Fortunately, a white knight came in the form of classic bike dealer Glenn Bator, who runs a successful consulting and sales operation, Bator International, in Ojai, California. As soon as he heard about the impending death of the Daytona auction, Bator contacted Wood, and this week the pair announced the sale of the Daytona auction to Bator International. But why buy an auction when you could just hold your own? “Jerry has the experience, the mailing lists and the reputation, so basically I’m getting Jerry Wood’s reputation and the long running history of the event,” Bator says. “It’s a golden endorsement from him, plus all the players are still in place. I don’t have to go out cold and reorganize this.”

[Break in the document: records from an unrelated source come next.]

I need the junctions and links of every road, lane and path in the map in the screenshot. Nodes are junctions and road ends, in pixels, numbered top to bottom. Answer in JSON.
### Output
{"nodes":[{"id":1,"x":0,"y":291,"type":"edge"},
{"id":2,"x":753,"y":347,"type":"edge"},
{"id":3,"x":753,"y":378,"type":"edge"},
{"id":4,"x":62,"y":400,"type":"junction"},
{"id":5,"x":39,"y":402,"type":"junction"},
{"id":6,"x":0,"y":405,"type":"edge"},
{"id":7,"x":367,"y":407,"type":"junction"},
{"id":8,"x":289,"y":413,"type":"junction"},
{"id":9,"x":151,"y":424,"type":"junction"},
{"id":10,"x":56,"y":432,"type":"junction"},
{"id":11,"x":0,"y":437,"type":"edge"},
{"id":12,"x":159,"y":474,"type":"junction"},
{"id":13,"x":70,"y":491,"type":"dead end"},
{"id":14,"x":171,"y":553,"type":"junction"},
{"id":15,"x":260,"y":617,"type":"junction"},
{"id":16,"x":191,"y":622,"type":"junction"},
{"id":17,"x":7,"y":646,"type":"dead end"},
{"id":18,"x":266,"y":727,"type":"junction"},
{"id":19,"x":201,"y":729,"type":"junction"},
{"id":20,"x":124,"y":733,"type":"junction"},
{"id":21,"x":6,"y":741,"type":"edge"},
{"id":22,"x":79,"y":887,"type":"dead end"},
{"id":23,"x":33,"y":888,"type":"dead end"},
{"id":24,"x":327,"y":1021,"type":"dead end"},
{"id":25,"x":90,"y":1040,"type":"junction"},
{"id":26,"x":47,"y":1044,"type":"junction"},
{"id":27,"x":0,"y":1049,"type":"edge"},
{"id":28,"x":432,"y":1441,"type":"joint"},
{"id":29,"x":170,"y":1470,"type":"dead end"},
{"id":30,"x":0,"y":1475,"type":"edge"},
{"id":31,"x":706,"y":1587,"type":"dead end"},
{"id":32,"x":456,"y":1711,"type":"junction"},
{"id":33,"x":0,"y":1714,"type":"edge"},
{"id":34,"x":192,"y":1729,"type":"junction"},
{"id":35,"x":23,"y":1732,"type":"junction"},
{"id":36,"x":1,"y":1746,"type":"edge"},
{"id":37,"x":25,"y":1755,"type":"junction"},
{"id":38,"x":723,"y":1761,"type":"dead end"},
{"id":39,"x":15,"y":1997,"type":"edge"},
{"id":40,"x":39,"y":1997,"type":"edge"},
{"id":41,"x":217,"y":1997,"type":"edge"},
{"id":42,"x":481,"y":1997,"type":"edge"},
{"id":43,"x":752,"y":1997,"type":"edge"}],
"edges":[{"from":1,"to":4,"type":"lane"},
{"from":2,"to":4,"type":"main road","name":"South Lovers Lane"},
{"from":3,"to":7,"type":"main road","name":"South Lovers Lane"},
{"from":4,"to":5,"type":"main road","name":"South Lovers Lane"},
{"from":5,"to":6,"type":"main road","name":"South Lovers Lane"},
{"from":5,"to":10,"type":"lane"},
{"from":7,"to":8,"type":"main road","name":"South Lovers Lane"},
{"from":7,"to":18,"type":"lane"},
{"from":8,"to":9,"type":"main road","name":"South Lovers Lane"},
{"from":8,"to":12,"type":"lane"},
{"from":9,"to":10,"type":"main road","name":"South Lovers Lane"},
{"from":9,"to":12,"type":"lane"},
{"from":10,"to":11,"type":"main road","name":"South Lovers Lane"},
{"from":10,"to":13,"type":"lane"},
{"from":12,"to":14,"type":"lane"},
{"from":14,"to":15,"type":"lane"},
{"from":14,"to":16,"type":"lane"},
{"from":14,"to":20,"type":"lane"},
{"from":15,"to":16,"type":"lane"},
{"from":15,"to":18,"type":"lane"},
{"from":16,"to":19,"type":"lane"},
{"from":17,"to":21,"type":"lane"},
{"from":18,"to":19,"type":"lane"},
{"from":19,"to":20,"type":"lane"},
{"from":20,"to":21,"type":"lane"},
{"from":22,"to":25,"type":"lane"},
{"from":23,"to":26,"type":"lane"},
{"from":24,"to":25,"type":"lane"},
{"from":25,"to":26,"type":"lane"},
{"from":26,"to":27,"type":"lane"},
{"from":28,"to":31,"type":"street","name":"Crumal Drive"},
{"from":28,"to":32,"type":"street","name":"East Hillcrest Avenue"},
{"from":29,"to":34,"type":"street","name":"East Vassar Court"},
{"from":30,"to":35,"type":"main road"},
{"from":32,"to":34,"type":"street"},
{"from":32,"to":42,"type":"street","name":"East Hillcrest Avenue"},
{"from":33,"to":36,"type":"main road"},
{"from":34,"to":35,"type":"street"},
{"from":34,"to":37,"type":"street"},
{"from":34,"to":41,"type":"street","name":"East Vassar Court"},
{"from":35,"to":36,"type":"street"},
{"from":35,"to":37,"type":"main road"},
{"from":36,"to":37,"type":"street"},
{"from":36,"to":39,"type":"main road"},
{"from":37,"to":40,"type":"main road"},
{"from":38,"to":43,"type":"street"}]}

Bator’s long harbored a desire to get into the auction biz. He tried to buy an existing auction once before, but that deal fell through. With the amount of time he was already investing in organizing the annual Hanford Vintage and El Camino motorcycle shows in California, the two biggest classics bike events in Southern California, he didn’t feel he had time to go out and start a major event from the ground up. Now, with the purchase of the Daytona auction, Bator has the auction venue he’s wanted. “When I heard Jerry was canceling the show, I contacted him and we struck up a deal within two days,” Bator says.
A 1973 MV Agusta 750S Corsa drew $37,000 at J. Wood’s 2008 Daytona auction.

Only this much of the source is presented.